Qualquer policial honesto e bem formado reconhece que portar uma arma só complica as coisas. Boa parte das armas usadas por bandidos foi tirada das mãos de cidadãos comuns, de vigilantes, de policiais e das Forças Armadas. Se os que têm permissão para andar armados não se garantem – e muitas vezes, como se vê regularmente no noticiário, são fornecedores de armas para bandidos –, imagine-se o que acontece com os que não a têm?

Proibir por lei não vai resolver. O que resolveria seria a polícia adquirir credibilidade. Só isso. Mas este é um longo caminho. É um processo, não um evento. E atrapalha a vida de muita gente interessada no mau funcionamento das forças encarregadas da segurança pública: policiais e juízes corruptos, advogados, bandidos, fornecedores de bandidos, mídia sensacionalista. Um rol interminável.

Se boas intenções resolvessem…

O maior problema do referendo sobre armas é que ele não suscitou a discussão e a cobrança de uma política de segurança séria. Ao contrário. Em certa medida, uma coisa encobre a outra, porque os dois temas correm paralelos no noticiário. A mídia caiu na esparrela.

O referendo soa como manifestação de boas intenções. Lembra a tentativa de pagar a ‘dívida social’ com denúncias, que dominou muitas consciências desde a década de 1980 e produziu muitos equívocos. Será terrível realizar-se uma grande mobilização cívica e eleitoral e descobrir-se daqui a algum tempo que os problemas não foram consideravelmente atenuados.

Será que, além da polícia, ficaria a política e ficariam os meios de comunicação (leia-se Rede Globo, a que mais conta) com seu conceito ainda mais rebaixado?

Gente do ramo deveria avaliar na imprensa os resultados das campanhas de desarmamento já realizadas e a queda de índices de homicídio. Está sendo estabelecida uma relação de causa e efeito entre uma coisa e outra, mas isso não é consenso. Em São Paulo, por exemplo, supõe-se que foram muito importantes a abertura de escolas para as famílias no fim de semana e outras medidas contra a exclusão social. Em Diadema, como se sabe, fechar os bares depois de determinado horário foi decisivo.

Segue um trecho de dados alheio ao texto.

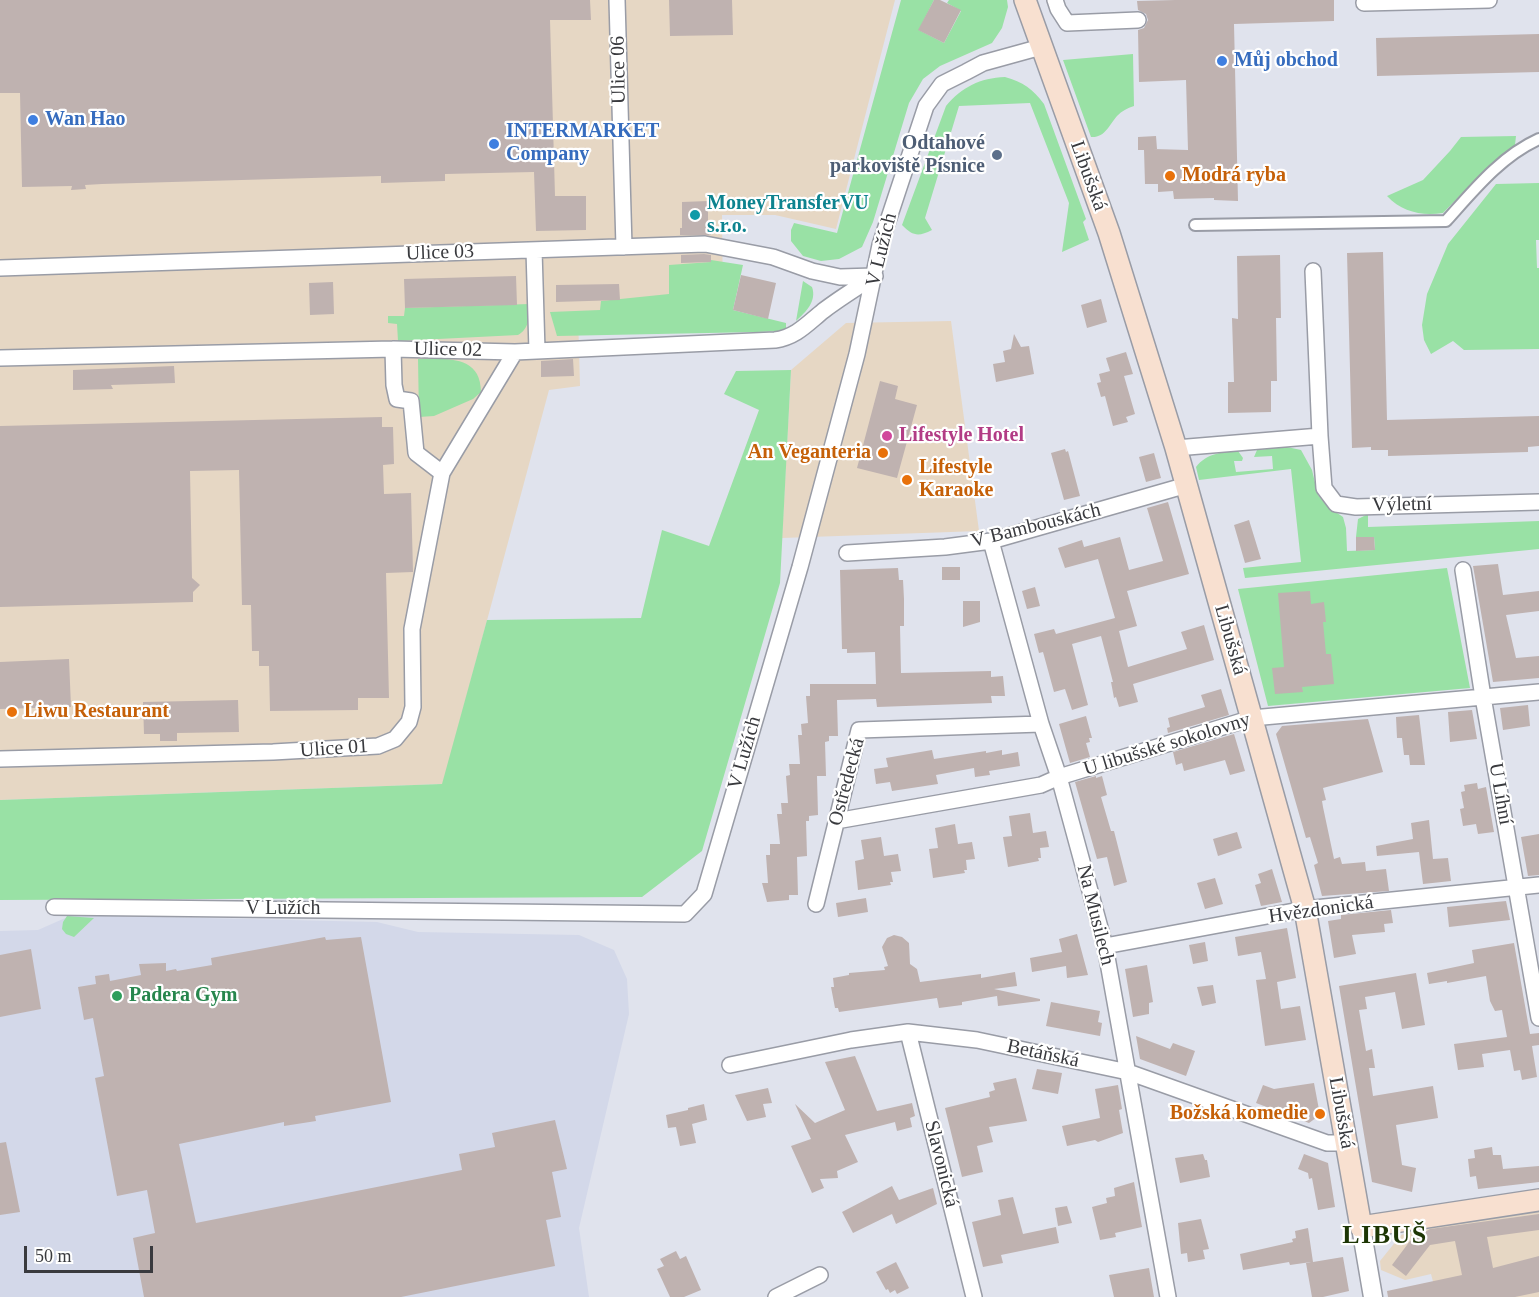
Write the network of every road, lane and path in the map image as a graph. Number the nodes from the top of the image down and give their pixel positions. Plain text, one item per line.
1 (617, 0) edge
2 (1025, 0) edge
3 (1055, 0) edge
4 (1489, 0) edge
5 (1365, 3) dead end
6 (1138, 20) dead end
7 (1041, 47) junction
8 (1539, 139) edge
9 (1195, 225) dead end
10 (624, 247) junction
11 (534, 250) junction
12 (0, 268) edge
13 (1313, 271) dead end
14 (875, 276) junction
15 (393, 349) junction
16 (537, 351) junction
17 (515, 352) junction
18 (0, 358) edge
19 (1320, 436) junction
20 (1176, 448) junction
21 (442, 473) junction
22 (1187, 485) junction
23 (1539, 502) edge
24 (991, 541) junction
25 (847, 553) dead end
26 (1463, 570) dead end
27 (1539, 692) edge
28 (1483, 697) junction
29 (1252, 718) junction
30 (1041, 724) junction
31 (0, 759) edge
32 (1059, 777) junction
33 (836, 821) junction
34 (1539, 885) edge
35 (1516, 887) junction
36 (816, 904) dead end
37 (54, 907) dead end
38 (1305, 909) junction
39 (1105, 946) junction
40 (1539, 1018) edge
41 (908, 1032) junction
42 (730, 1065) dead end
43 (1128, 1072) junction
44 (1347, 1143) junction
45 (1539, 1200) edge
46 (1360, 1227) junction
47 (820, 1275) dead end
48 (776, 1297) edge
49 (974, 1297) edge
50 (1168, 1297) edge
51 (1373, 1297) edge

1 - 10 street, Ulice 06
2 - 7 main road, Libušská
3 - 6 street
4 - 5 street
7 - 14 street, V Lužích
7 - 20 main road, Libušská
8 - 9 street
10 - 11 street, Ulice 03
10 - 14 street, Ulice 03
11 - 12 street, Ulice 03
11 - 16 street
13 - 19 street, Výletní
14 - 16 street, Ulice 02
14 - 37 street, V Lužích
15 - 17 street, Ulice 02
15 - 18 street, Ulice 02
15 - 21 street
16 - 17 street, Ulice 02
17 - 21 street, Ulice 01
19 - 20 street
19 - 23 street, Výletní
20 - 22 main road, Libušská
21 - 31 street, Ulice 01
22 - 24 street, V Bambouskách
22 - 29 main road, Libušská
24 - 25 street, V Bambouskách
24 - 30 street, Na Musilech
26 - 28 street, U Líhní
27 - 28 street, U libušské sokolovny
28 - 29 street, U libušské sokolovny
28 - 35 street, U Líhní
29 - 32 street, U libušské sokolovny
29 - 38 main road, Libušská
30 - 32 street, Na Musilech
30 - 33 street, Ostředecká
32 - 33 street, U libušské sokolovny
32 - 39 street, Na Musilech
33 - 36 street, Ostředecká
34 - 35 street, Hvězdonická
35 - 38 street, Hvězdonická
35 - 40 street, U Líhní
38 - 39 street, Hvězdonická
38 - 44 main road, Libušská
39 - 43 street, Na Musilech
41 - 42 street, Betáňská
41 - 43 street, Betáňská
41 - 49 street, Slavonická
43 - 44 street, Betáňská
43 - 50 street, Na Musilech
44 - 46 main road, Libušská
45 - 46 main road
46 - 51 street, Libušská
47 - 48 street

Um argumento interessante seria: se foram obtidos bons resultados com uma campanha de entrega de armas, por que não fazer mais campanhas (processo, não evento), por que fazer lei para proibir? O que a lei consegue reprimir no Brasil?

O antropólogo Roberto DaMatta diz que o brasileiro tem mania de querer enquadrar os fenômenos sociais em leis. Em entrevista ao Observatório da Imprensa [remissão abaixo], ele brincou que ia escrever uma crônica dizendo que vão acabar querendo mudar o formato da urna para impedir crimes eleitorais.

Marqueteiros vêm aí

Quando se deveria caminhar na direção de mais inteligência policial, vamos assistir a uma campanha de marqueteiros. E os publicitários, Marcos Valérios e Dudas à parte, estão piorando a olhos vistos. Fazem anúncio de automóvel em que as pessoas caem brutalmente diante do volante. Tempos atrás, um bandido saía da penitenciária para se encantar com um modelo de carro, como se isso demonstrasse o sucesso da montadora. O cliente do outro banco é um pequeno ser submetido ao sadismo de brutamontes estereotipados, num desenho animado.

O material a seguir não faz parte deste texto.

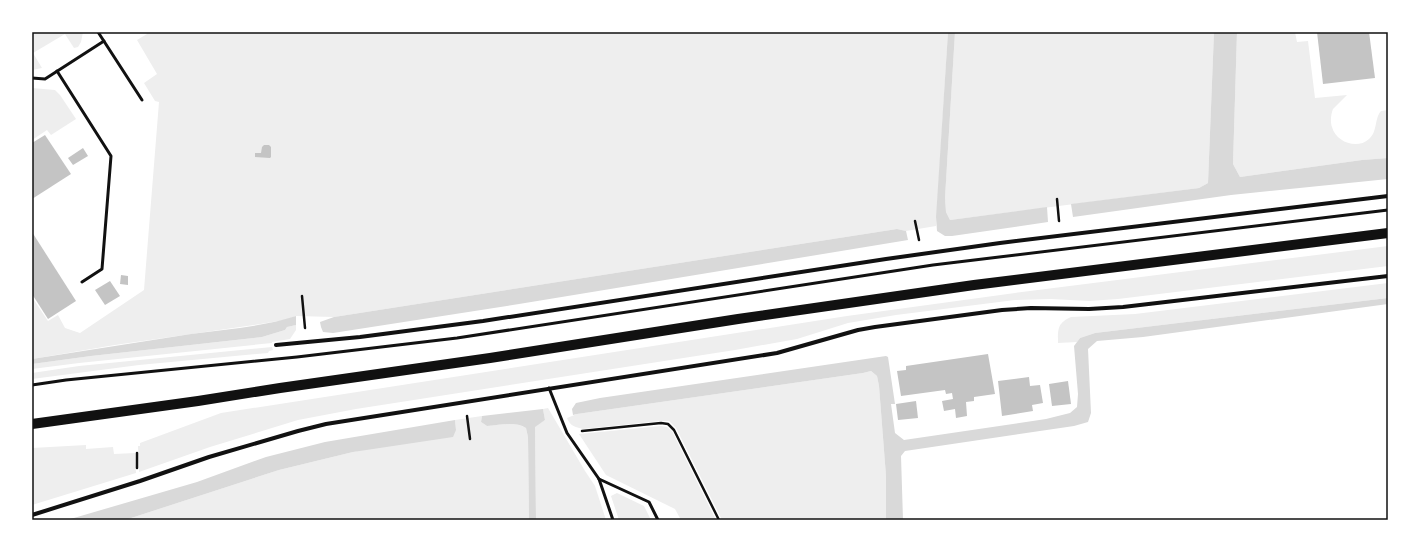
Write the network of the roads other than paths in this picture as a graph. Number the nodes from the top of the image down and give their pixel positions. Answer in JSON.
{"nodes":[{"id":1,"x":98,"y":32,"type":"edge"},
{"id":2,"x":104,"y":41,"type":"junction"},
{"id":3,"x":57,"y":71,"type":"junction"},
{"id":4,"x":32,"y":78,"type":"edge"},
{"id":5,"x":142,"y":100,"type":"dead end"},
{"id":6,"x":1388,"y":196,"type":"edge"},
{"id":7,"x":1388,"y":210,"type":"edge"},
{"id":8,"x":1388,"y":233,"type":"edge"},
{"id":9,"x":1388,"y":276,"type":"edge"},
{"id":10,"x":82,"y":282,"type":"dead end"},
{"id":11,"x":276,"y":345,"type":"dead end"},
{"id":12,"x":32,"y":385,"type":"edge"},
{"id":13,"x":550,"y":388,"type":"junction"},
{"id":14,"x":32,"y":424,"type":"edge"},
{"id":15,"x":599,"y":479,"type":"junction"},
{"id":16,"x":32,"y":515,"type":"edge"},
{"id":17,"x":613,"y":520,"type":"edge"},
{"id":18,"x":658,"y":520,"type":"edge"}],
"edges":[{"from":1,"to":2,"type":"lane"},
{"from":2,"to":3,"type":"lane"},
{"from":2,"to":5,"type":"lane"},
{"from":3,"to":4,"type":"lane"},
{"from":3,"to":10,"type":"lane"},
{"from":6,"to":11,"type":"street"},
{"from":7,"to":12,"type":"lane"},
{"from":8,"to":14,"type":"main road"},
{"from":9,"to":13,"type":"street"},
{"from":13,"to":15,"type":"lane"},
{"from":13,"to":16,"type":"street"},
{"from":15,"to":17,"type":"lane"},
{"from":15,"to":18,"type":"lane"}]}
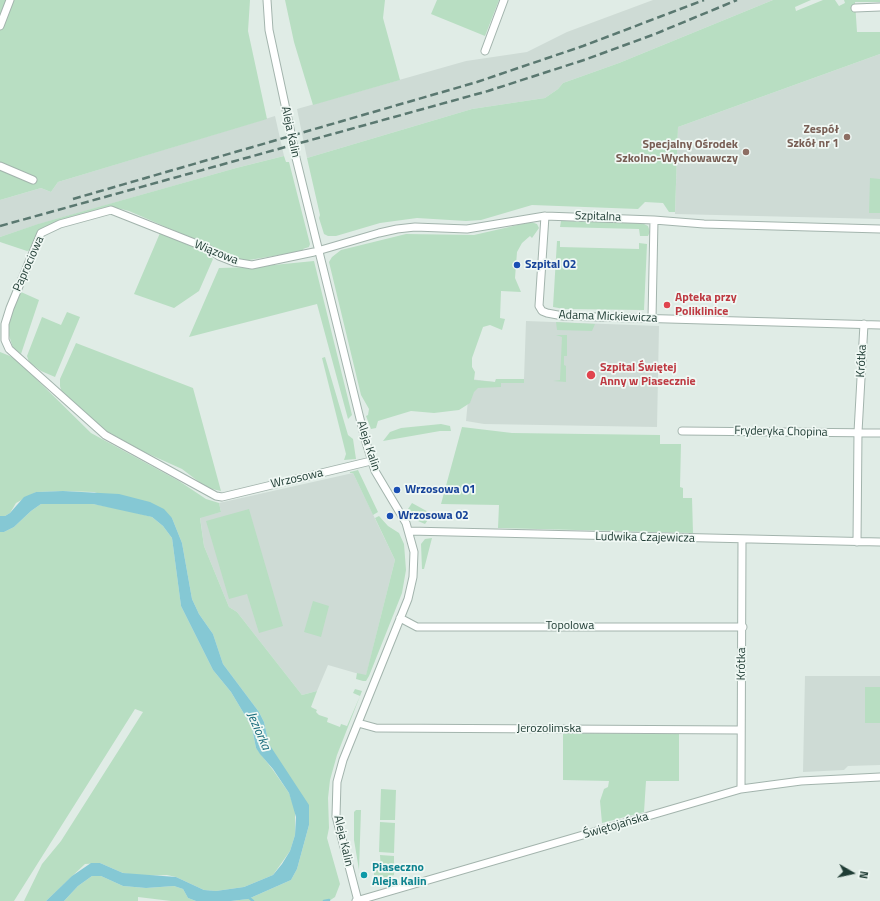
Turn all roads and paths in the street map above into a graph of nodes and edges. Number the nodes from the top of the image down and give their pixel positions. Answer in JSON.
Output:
{"nodes":[{"id":1,"x":10,"y":0,"type":"edge"},
{"id":2,"x":267,"y":0,"type":"edge"},
{"id":3,"x":504,"y":0,"type":"edge"},
{"id":4,"x":0,"y":4,"type":"edge"},
{"id":5,"x":880,"y":7,"type":"edge"},
{"id":6,"x":7,"y":8,"type":"junction"},
{"id":7,"x":856,"y":8,"type":"dead end"},
{"id":8,"x":0,"y":26,"type":"edge"},
{"id":9,"x":485,"y":51,"type":"dead end"},
{"id":10,"x":0,"y":166,"type":"edge"},
{"id":11,"x":33,"y":180,"type":"dead end"},
{"id":12,"x":117,"y":212,"type":"joint"},
{"id":13,"x":545,"y":216,"type":"junction"},
{"id":14,"x":654,"y":220,"type":"junction"},
{"id":15,"x":880,"y":229,"type":"edge"},
{"id":16,"x":319,"y":250,"type":"junction"},
{"id":17,"x":652,"y":318,"type":"junction"},
{"id":18,"x":864,"y":324,"type":"junction"},
{"id":19,"x":880,"y":325,"type":"edge"},
{"id":20,"x":682,"y":431,"type":"dead end"},
{"id":21,"x":858,"y":432,"type":"junction"},
{"id":22,"x":880,"y":433,"type":"edge"},
{"id":23,"x":371,"y":461,"type":"junction"},
{"id":24,"x":222,"y":497,"type":"joint"},
{"id":25,"x":409,"y":532,"type":"junction"},
{"id":26,"x":742,"y":540,"type":"junction"},
{"id":27,"x":856,"y":542,"type":"junction"},
{"id":28,"x":880,"y":542,"type":"edge"},
{"id":29,"x":400,"y":618,"type":"junction"},
{"id":30,"x":743,"y":627,"type":"junction"},
{"id":31,"x":358,"y":723,"type":"junction"},
{"id":32,"x":741,"y":730,"type":"junction"},
{"id":33,"x":880,"y":777,"type":"edge"},
{"id":34,"x":741,"y":789,"type":"junction"},
{"id":35,"x":358,"y":901,"type":"edge"}],
"edges":[{"from":1,"to":6,"type":"street"},
{"from":2,"to":16,"type":"street","name":"Aleja Kalin","bridge":true},
{"from":3,"to":9,"type":"street"},
{"from":4,"to":6,"type":"street"},
{"from":5,"to":7,"type":"street"},
{"from":6,"to":8,"type":"street"},
{"from":10,"to":11,"type":"street"},
{"from":12,"to":16,"type":"street","name":"Wiązowa"},
{"from":12,"to":24,"type":"street","name":"Paprociowa"},
{"from":13,"to":14,"type":"street","name":"Szpitalna"},
{"from":13,"to":16,"type":"street","name":"Szpitalna"},
{"from":13,"to":17,"type":"street","name":"Adama Mickiewicza"},
{"from":14,"to":15,"type":"street","name":"Szpitalna"},
{"from":14,"to":17,"type":"street"},
{"from":16,"to":23,"type":"street","name":"Aleja Kalin"},
{"from":17,"to":18,"type":"street","name":"Adama Mickiewicza"},
{"from":18,"to":19,"type":"street","name":"Adama Mickiewicza"},
{"from":18,"to":21,"type":"street","name":"Krótka"},
{"from":20,"to":21,"type":"street","name":"Fryderyka Chopina"},
{"from":21,"to":22,"type":"street","name":"Fryderyka Chopina"},
{"from":21,"to":27,"type":"street","name":"Krótka"},
{"from":23,"to":24,"type":"street","name":"Wrzosowa"},
{"from":23,"to":25,"type":"street","name":"Aleja Kalin"},
{"from":25,"to":26,"type":"street","name":"Ludwika Czajewicza"},
{"from":25,"to":29,"type":"street","name":"Aleja Kalin"},
{"from":26,"to":27,"type":"street","name":"Ludwika Czajewicza"},
{"from":26,"to":30,"type":"street","name":"Krótka"},
{"from":27,"to":28,"type":"street","name":"Ludwika Czajewicza"},
{"from":29,"to":30,"type":"street","name":"Topolowa"},
{"from":29,"to":31,"type":"street","name":"Aleja Kalin"},
{"from":30,"to":32,"type":"street","name":"Krótka"},
{"from":31,"to":32,"type":"street","name":"Jerozolimska"},
{"from":31,"to":35,"type":"street","name":"Aleja Kalin"},
{"from":32,"to":34,"type":"street","name":"Krótka"},
{"from":33,"to":34,"type":"street","name":"Świętojańska"},
{"from":34,"to":35,"type":"street","name":"Świętojańska"}]}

É uma longa lista de sandices. O varejão clássico se salva pela simplicidade, mas é brega e barulhento.

Na esfera específica da cidadania, a campanha do Instituto Patrícia Galvão sobre violência doméstica, atualmente em exibição, é uma coisa estúpida, que choca pela violência e provavelmente não faz o telespectador prestar atenção na mensagem principal.

Preparem-se para uma temporada de superficialidade e manipulação de emoções de parte a parte.

Nesse clima, duvidar da eficácia da proibição de armas, mesmo sendo totalmente contrário ao discurso alarmista da bancada da bala, é arriscar-se a ser vítima de anátemas. Paciência. Uma coisa é jogar para a arquibancada. Outra é pensar livremente. Como diz Millôr, livre pensar é só pensar.